Профилактика. Эффективным методом профилактики является введение у-иммуноглобулшга. Заболевшие ветряной оспой подлежат изоляции от детского коллектива.

Цитомегалия (ЦМВ-инфекция) — антропонозная вирусная инфекция с длительным латентным течением и персистенцией возбудителя, которая может протекать с периодическими обострениями, иногда с генерализацией инфекционного процесса. Клинически выраженная — манифестная инфекция характеризуется поражением различных внутренних органов и систем с полиморфными клиническими симптомами и формированием в пораженных тканях гигантских (цитомегалических) клеток с крупными внутриклеточными включениями.

У новорожденных детей и людей с иммунодефицитами ЦМВ-инфекция может приобретать тяжелое, опасное для жизни течение, поэтому это заболевание относят к оппортунистическим инфекциям.

Доказательством инфицированности людей ЦМВ является наличие вирусспецифических антител, которые присутствуют у 70-80% обследованных взрослых людей старше 30 лет.

Цитомегаловирус (ЦМВ) — входит в семейство Herpesviridae, подсемейство в-Herpesvirinae, род Cytomegalovirus, он представлен несколькими серотипами.

Биологические свойства.

По своему строению и биологическим свойствам ЦМВ сходен с вирусом простого герпеса, но имеет ряд отличий. У ЦМВ самый большой геном среди герпесвирусов. Наиболее продолжительный цикл репродукции (от 48 до 96 часов).

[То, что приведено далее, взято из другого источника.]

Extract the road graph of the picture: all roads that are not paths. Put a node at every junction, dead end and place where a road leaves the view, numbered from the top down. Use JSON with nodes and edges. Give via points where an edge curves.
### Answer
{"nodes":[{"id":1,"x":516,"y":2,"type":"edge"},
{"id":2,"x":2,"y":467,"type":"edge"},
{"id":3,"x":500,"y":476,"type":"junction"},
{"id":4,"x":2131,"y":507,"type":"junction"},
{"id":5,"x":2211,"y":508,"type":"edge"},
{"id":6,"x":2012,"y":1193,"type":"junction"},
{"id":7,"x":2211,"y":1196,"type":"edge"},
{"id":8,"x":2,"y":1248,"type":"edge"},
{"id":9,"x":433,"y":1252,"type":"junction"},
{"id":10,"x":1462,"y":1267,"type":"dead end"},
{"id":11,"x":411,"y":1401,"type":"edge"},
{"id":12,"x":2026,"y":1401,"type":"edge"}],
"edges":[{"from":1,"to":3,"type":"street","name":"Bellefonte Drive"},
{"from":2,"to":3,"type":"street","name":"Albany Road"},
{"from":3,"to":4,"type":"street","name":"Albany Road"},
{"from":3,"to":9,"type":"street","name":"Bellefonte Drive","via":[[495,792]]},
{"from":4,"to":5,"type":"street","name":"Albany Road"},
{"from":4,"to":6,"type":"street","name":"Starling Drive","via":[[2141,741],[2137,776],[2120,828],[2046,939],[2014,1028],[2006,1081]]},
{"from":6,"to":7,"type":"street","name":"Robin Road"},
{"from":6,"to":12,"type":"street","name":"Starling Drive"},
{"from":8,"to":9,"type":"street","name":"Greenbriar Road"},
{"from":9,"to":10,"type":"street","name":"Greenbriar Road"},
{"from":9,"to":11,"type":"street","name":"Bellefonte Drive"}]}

При культивировании в культуре клеток фибробластов или диплоидных клеток легких человека (ДКЧЛ) вирус оказывает характерное ЦПД, проявляющееся в образовании цитомегалических клеток с внутриядерными включениями, представляющими собой компактные скопления незрелых вирионов и ядерного хроматина. Эти крупные включения часто бывают единичными, окружены светлым ободком и вся структура напоминает «совиный глаз». Подобные цитомегалические клетки обнаруживают и при ЦМВ-инфекции в пораженных тканях, чаще всего в слюнных железах и почках. Выделяется вирус в окружающую среду со слюной, мокротой, слезной жидкостью, мочой, испражнениями, спермой, секретом шейки матки, грудным молоком. При латентной форме инфекции также происходит периодическое выделение ЦМВ, чаще с мочой, а также со слюной

Основные механизмы и пути передачи — контактный, воздушно-капельный, фекально-оральный, половой, вертикальный, парэнтеральный, в том числе ятрогенный, осуществляемый от серопозитивных доноров серонегативным реципиентам, главным образом, при переливании крови или ее препаратов и при трансплантации органов, чаще всего почек.

Особую опасность представляет внутриутробное заражение плода от инфицированной ЦМВ беременной женщины, а также заражение новорожденного при прохождении через родовые пути или постнатально — через грудное молоко и при тесном контакте с матерью (обычно через слюну). Если женщина заразилась цитомегалией но время беременности и/или у нее развилась генерализованная инфекция, то частота заражения плода до 50% и более.

Вирусы пожизненно персистируют в инфицированных клетках, при этом возможна ограниченная репликация. Как правило, возникает латентная инфекция. ЦМВ обладает тропизмом практически ко всем внутренним органам и системам. В зависимости от пораженного органа, манифестная форма инфекции может проявляться в виде гепатита, пневмонии, энтероколита, нефрита, энцефалита и др., но чаще всего заболевание протекает подобно мононуклеозу.

Цитомегалический синдром часто встречается при ВИЧ-инфекции, поэтому цитомегалия считается ВИЧ-ассоции-рованной инфекцией и при ее манифестации является обязательным обследование больного на ВИЧ-инфицированность.

Лабораторная диагностика ЦМВ-инфекции

Применяют цитологический, вирусологический, серологический и молекулярно-генетические методы диагностики.

Исследуемые материалы: моча, слюна, кровь, ликвор, грудное молоко и другие биологические жидкости и выделения больного.